Note-se que a minha intervenção, na minha ótica, ocorre em documento autenticado e não em documento autêntico.

Atendendo a que tal parecer ainda não se encontra disponível no sítio da internet e dado o curto prazo que tenho para me pronunciar face ao despacho anexo, solicito os seus bons ofícios no sentido de me ser remetido, por esta mesma via, o aludido parecer.

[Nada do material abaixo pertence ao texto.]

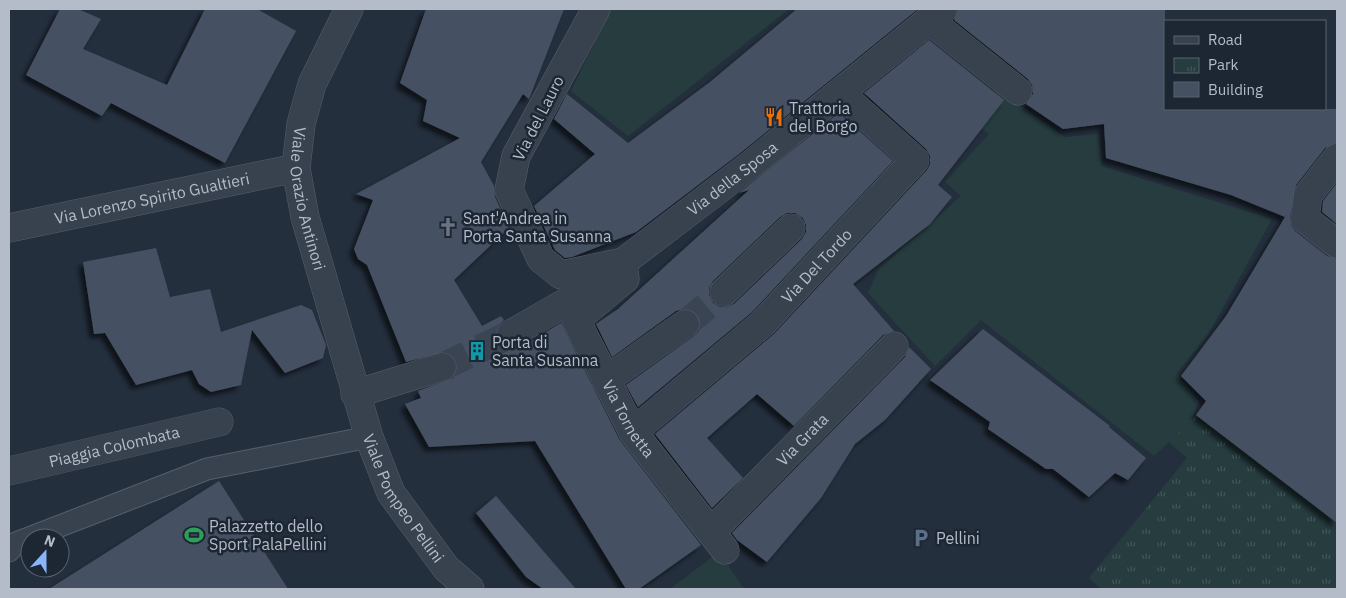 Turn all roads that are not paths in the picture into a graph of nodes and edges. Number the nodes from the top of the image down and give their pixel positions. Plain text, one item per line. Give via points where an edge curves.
1 (349, 9) edge
2 (596, 9) edge
3 (936, 15) edge
4 (1018, 91) dead end
5 (840, 92) junction
6 (1337, 158) edge
7 (296, 168) junction
8 (9, 228) edge
9 (791, 228) dead end
10 (1337, 244) edge
11 (623, 262) junction
12 (724, 292) tunnel mouth
13 (686, 324) tunnel mouth
14 (511, 334) tunnel mouth
15 (894, 346) dead end
16 (442, 367) tunnel mouth
17 (606, 380) junction
18 (355, 394) junction
19 (219, 422) dead end
20 (633, 432) junction
21 (369, 437) junction
22 (9, 471) edge
23 (718, 541) joint
24 (9, 551) edge
25 (470, 589) edge

1 - 7 street, Viale Orazio Antinori via 312,84 301,124
2 - 11 street, Via del Lauro via 516,156 510,190 541,259 560,275
3 - 4 street
3 - 5 street, Via della Sposa
5 - 11 street, Via della Sposa
5 - 20 street, Via Del Tordo via 915,160 763,323
6 - 10 street via 1308,195 1305,219
7 - 8 street, Via Lorenzo Spirito Gualtieri
7 - 18 street, Viale Orazio Antinori via 304,217
9 - 12 street
11 - 14 street, Via della Sposa via 584,292
11 - 17 street, Via Tornetta via 625,279 576,320
13 - 17 street
15 - 23 street, Via Grata
16 - 18 street
17 - 20 street, Via Tornetta
18 - 21 street, Viale Pompeo Pellini
19 - 22 street, Piaggia Colombata
20 - 23 street, Via Tornetta
21 - 24 lane via 207,469 16,543
21 - 25 street, Viale Pompeo Pellini via 390,493 446,568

Mais requeiro a V. Exc.ª que se digne diligenciar pela emissão de parecer quanto à minha intervenção no documento dado à execução e na subsequente assunção do mandato conferido pela exequente, uma vez que tenho mandato forense de um Grupo Empresarial no qual se elaboram centenas de documentos idênticos ao agora dado à execução, por mim autenticados e cujas execuções, no caso de incumprimento, patrocino. “

 

II - DA COMPETÊNCIA PARA EMISSÃO DO PARECER

 

Nos termos e para os efeitos do disposto no artigo 54º, nº 1, alínea f) do Estatuto da Ordem dos Advogados, aprovado pela Lei nº 145/2015 de 9 de Setembro (doravante designado abreviadamente por EOA), compete aos Conselhos Regionais a pronúncia abstracta sobre questões de carácter profissional que se suscitem em casos concretos inseridos na respectiva área de competência territorial.

Como é consabido e pacificamente aceite na Ordem dos Advogados, as questões de carácter profissional são todas as que assumam natureza estatutária, resultantes do conjunto de regras, usos e costumes que regulam o exercício da profissão decorrentes, em especial, das normas do Estatuto e demais normas regulamentares exaradas ao abrigo do poder regulamentar próprio da Ordem dos Advogados.

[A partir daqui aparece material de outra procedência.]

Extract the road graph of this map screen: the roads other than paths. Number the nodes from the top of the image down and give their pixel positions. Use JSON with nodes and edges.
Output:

Ora, o Ilustre Advogado interveniente no processo judicial aqui em causa tem domicílio profissional na área territorial do Conselho Regional de Coimbra da Ordem dos Advogados e o assunto que aqui nos ocupa, versa, indubitavelmente, sobre questão de carácter profissional, circunstância que determina a competência territorial e material deste Conselho Regional para emissão do parecer solicitado.

 

III – DO ENQUADRAMENTO

 

Em face da dimensão da informação e documentação junta, importa concatenar a factualidade relevante a considerar na presente pronúncia:

1.      O requerente do presente parecer, tendo como interessada a parte credora, autenticou um documento particular de confissão de dívida e acordo de pagamento;

2.      O aludido acordo de pagamento, tendo como interessada a parte devedora, foi igualmente autenticado por outra Advogada;

3.      Em face do incumprimento do aludido acordo de pagamento, o Advogado aqui requerente, em representação da parte credora, propôs uma execução contra a devedora, dando como título executivo à mesma o documento que por si foi anteriormente autenticado.

4.      Depois de notificado pelo Tribunal para se pronunciar quanto à sua “dupla qualidade” – a de entidade certificante e de Advogado da exequente - e eventual conflito de interesses, o aqui requerente defendeu o seguinte:

 

“             A intervenção do expoente no título dado à execução limitou-se à prática do ato externo ao mesmo, consubstanciado nos factos descritos pelo advogado certificante, [isto é, o aqui signatário], designadamente o comparecimento na sua presença dos outorgantes do documento e a assinatura efetuado perante si, que certificam a sua veracidade e autenticidade formal.

E mesmo tal certificação foi apenas e só relativa à credora e aqui exequente, Junta de Freguesia de Ta....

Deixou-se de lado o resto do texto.